Reproduce the records below in full and exactly, without their images.

Saved data entries
= Beginning of Section =
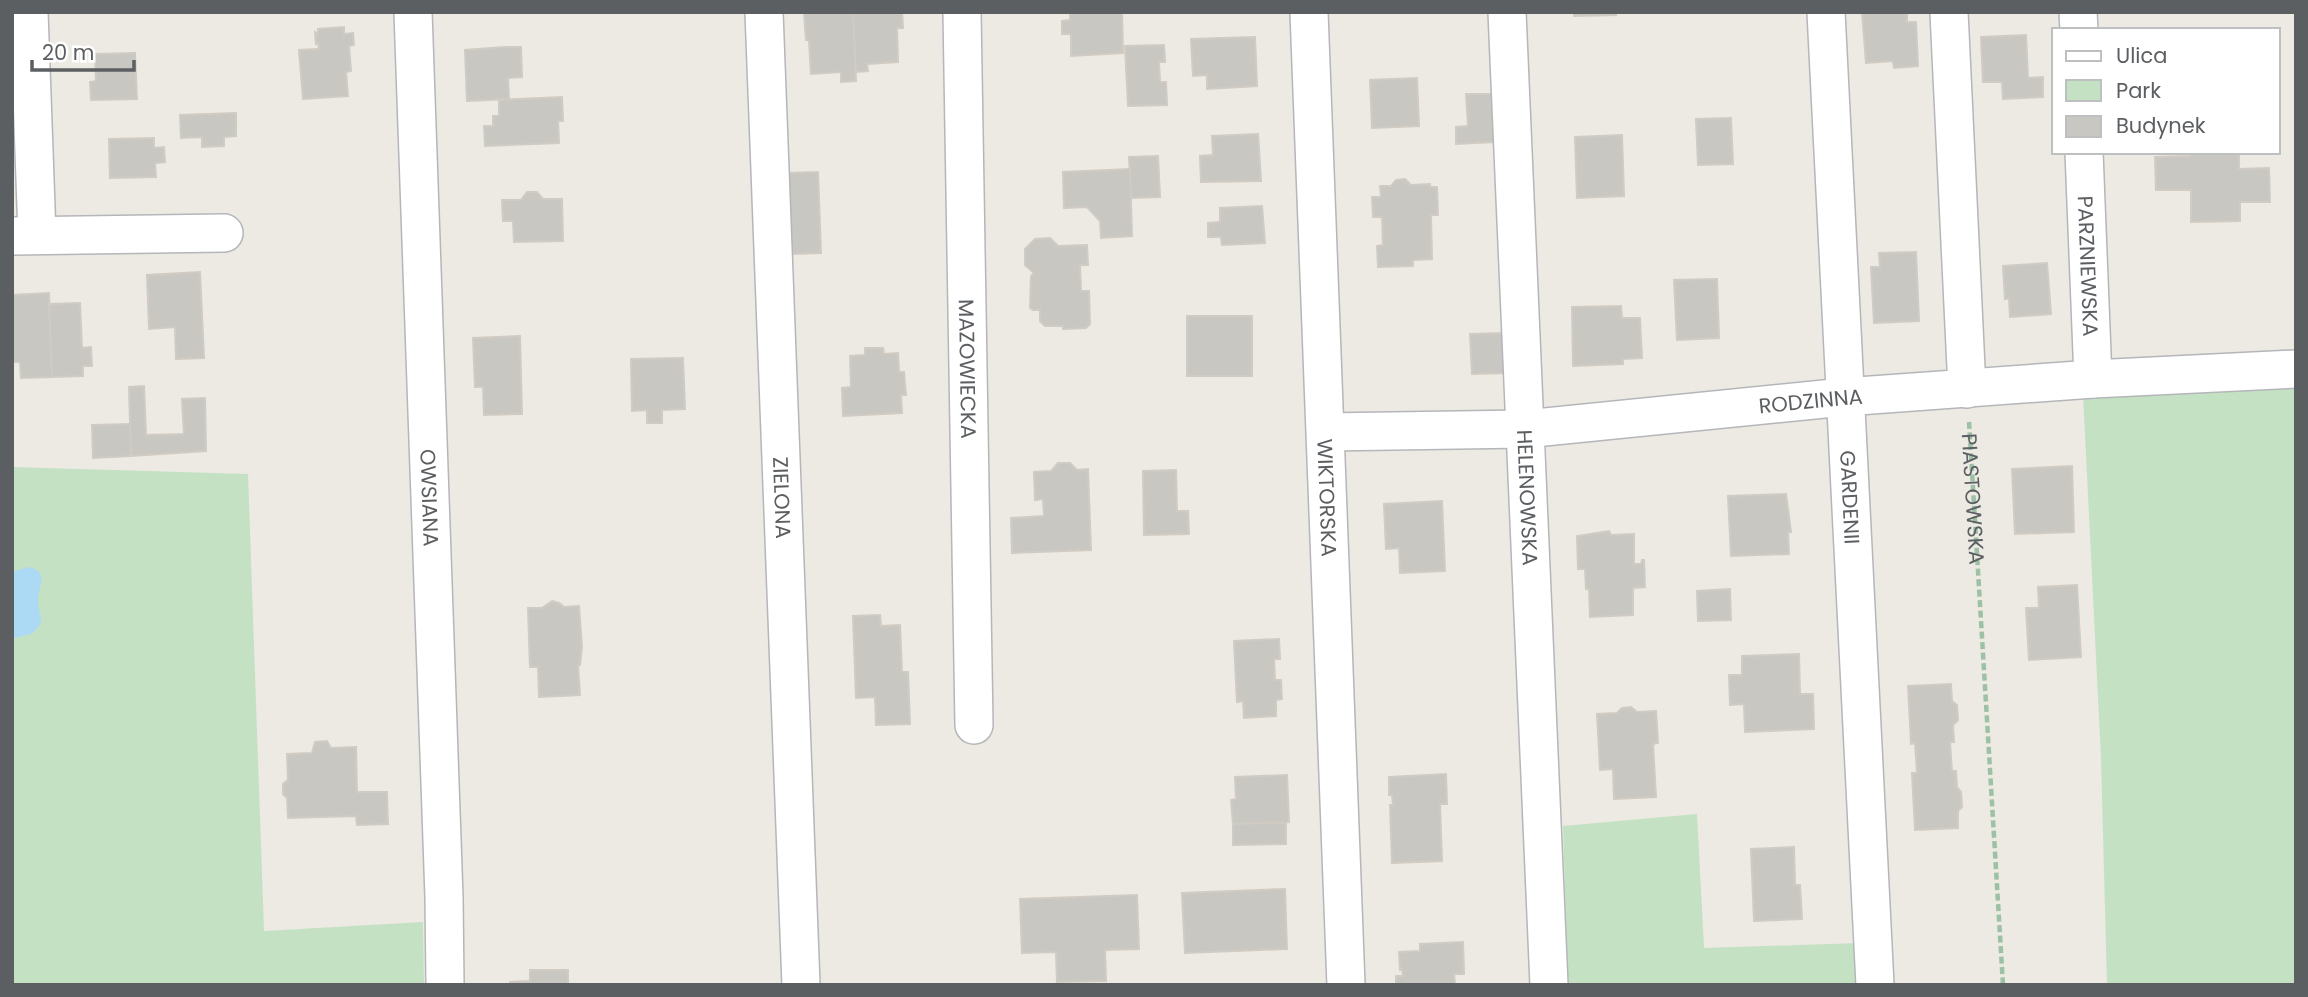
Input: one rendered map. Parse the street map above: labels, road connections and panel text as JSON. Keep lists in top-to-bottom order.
{
  "streets": {
    "street": [
      "PARZNIEWSKA",
      "MAZOWIECKA",
      "RODZINNA",
      "OWSIANA",
      "ZIELONA",
      "WIKTORSKA",
      "HELENOWSKA",
      "GARDENII"
    ],
    "path": ["PIASTOWSKA"]
  },
  "crossings": [
    ["PARZNIEWSKA", "RODZINNA"],
    ["RODZINNA", "WIKTORSKA"],
    ["RODZINNA", "HELENOWSKA"],
    ["RODZINNA", "GARDENII"],
    ["RODZINNA", "PIASTOWSKA"]
  ],
  "legend": ["Ulica", "Park", "Budynek"],
  "scale_bar": "20 m"
}
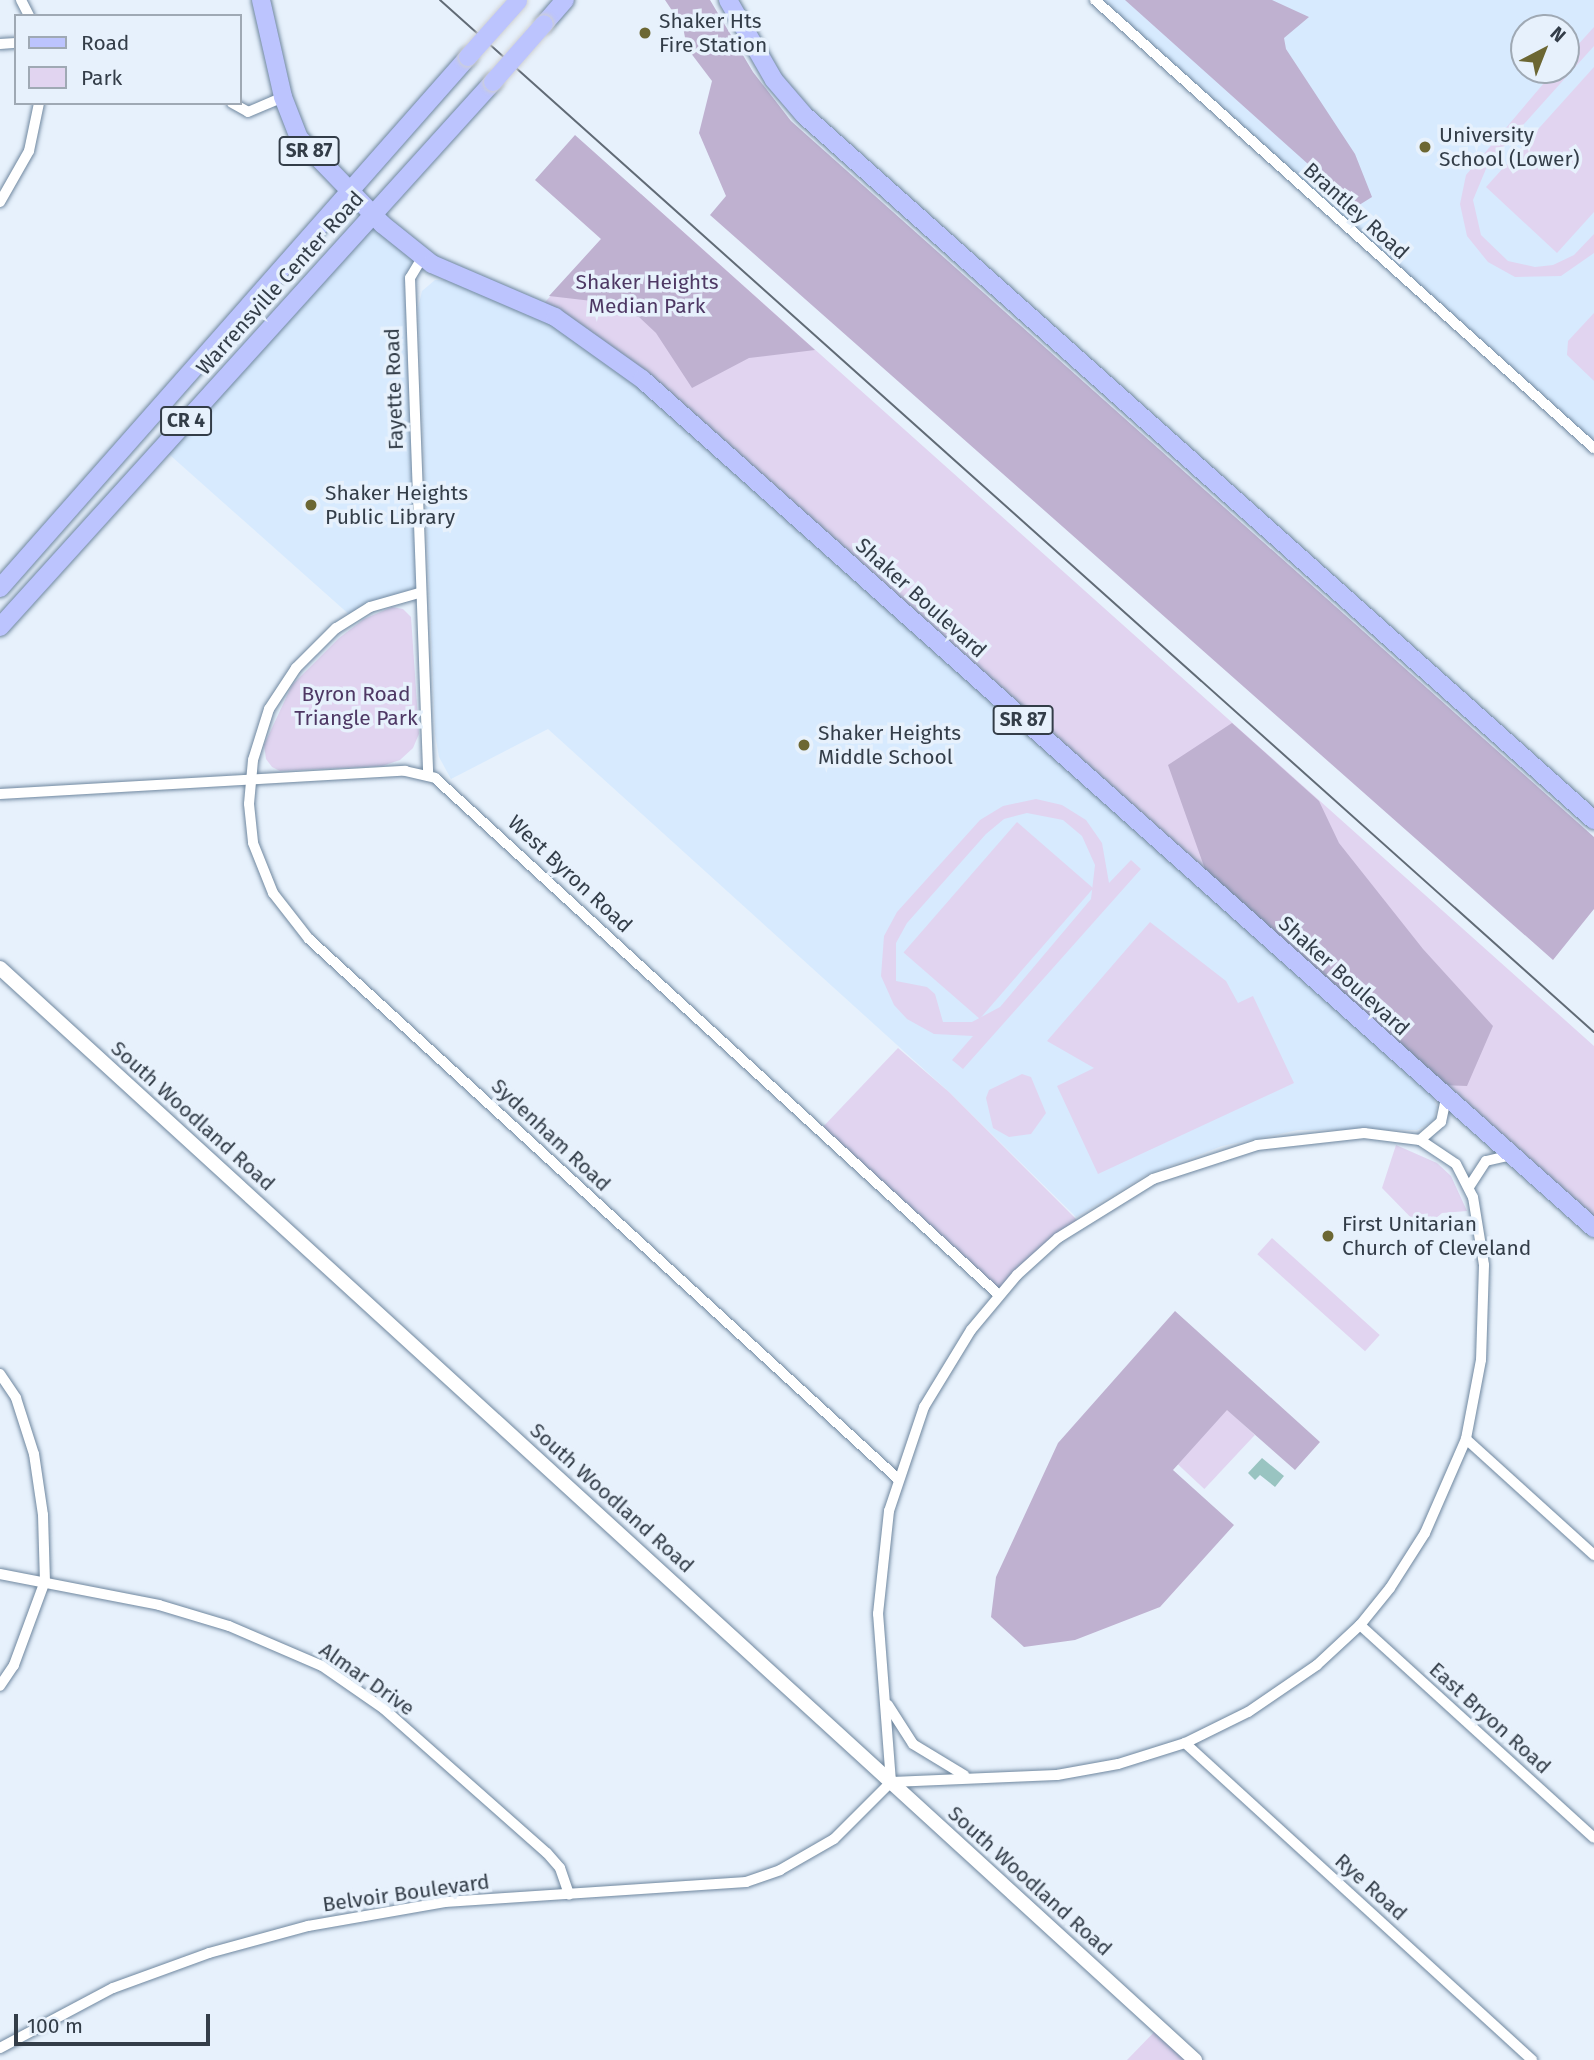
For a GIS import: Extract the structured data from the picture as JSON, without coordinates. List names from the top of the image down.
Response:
{
  "streets": {
    "main road": [
      "SR 87",
      "Warrensville Center Road",
      "CR 4",
      "Shaker Boulevard"
    ],
    "street": [
      "Brantley Road",
      "Fayette Road",
      "West Byron Road",
      "South Woodland Road",
      "Sydenham Road",
      "Almar Drive",
      "East Bryon Road",
      "Rye Road",
      "Belvoir Boulevard"
    ]
  },
  "crossings": [
    ["Warrensville Center Road", "Shaker Boulevard"],
    ["Fayette Road", "Shaker Boulevard"],
    ["Fayette Road", "West Byron Road"],
    ["Fayette Road", "Sydenham Road"],
    ["West Byron Road", "Sydenham Road"],
    ["South Woodland Road", "Belvoir Boulevard"],
    ["Almar Drive", "Belvoir Boulevard"]
  ],
  "parks": ["Shaker Heights Median Park", "Byron Road Triangle Park"],
  "places": [
    "Shaker Hts Fire Station",
    "University School (Lower)",
    "Shaker Heights Public Library",
    "Shaker Heights Middle School",
    "First Unitarian Church of Cleveland"
  ],
  "legend": ["Road", "Park"],
  "scale_bar": "100 m",
  "north": "top right"
}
= End of Section =
▸ **SOLUTION TO THE EXERCISE**:
Input: one rendered map. Parse the street map above: labels, road connections and panel text as JSON. Keep lists in top-to-bottom order.
{
  "streets": {
    "street": [
      "PARZNIEWSKA",
      "MAZOWIECKA",
      "RODZINNA",
      "OWSIANA",
      "ZIELONA",
      "WIKTORSKA",
      "HELENOWSKA",
      "GARDENII"
    ],
    "path": ["PIASTOWSKA"]
  },
  "crossings": [
    ["PARZNIEWSKA", "RODZINNA"],
    ["RODZINNA", "WIKTORSKA"],
    ["RODZINNA", "HELENOWSKA"],
    ["RODZINNA", "GARDENII"],
    ["RODZINNA", "PIASTOWSKA"]
  ],
  "legend": ["Ulica", "Park", "Budynek"],
  "scale_bar": "20 m"
}
For a GIS import: Extract the structured data from the picture as JSON, without coordinates. List names from the top of the image down.
Response:
{
  "streets": {
    "main road": [
      "SR 87",
      "Warrensville Center Road",
      "CR 4",
      "Shaker Boulevard"
    ],
    "street": [
      "Brantley Road",
      "Fayette Road",
      "West Byron Road",
      "South Woodland Road",
      "Sydenham Road",
      "Almar Drive",
      "East Bryon Road",
      "Rye Road",
      "Belvoir Boulevard"
    ]
  },
  "crossings": [
    ["Warrensville Center Road", "Shaker Boulevard"],
    ["Fayette Road", "Shaker Boulevard"],
    ["Fayette Road", "West Byron Road"],
    ["Fayette Road", "Sydenham Road"],
    ["West Byron Road", "Sydenham Road"],
    ["South Woodland Road", "Belvoir Boulevard"],
    ["Almar Drive", "Belvoir Boulevard"]
  ],
  "parks": ["Shaker Heights Median Park", "Byron Road Triangle Park"],
  "places": [
    "Shaker Hts Fire Station",
    "University School (Lower)",
    "Shaker Heights Public Library",
    "Shaker Heights Middle School",
    "First Unitarian Church of Cleveland"
  ],
  "legend": ["Road", "Park"],
  "scale_bar": "100 m",
  "north": "top right"
}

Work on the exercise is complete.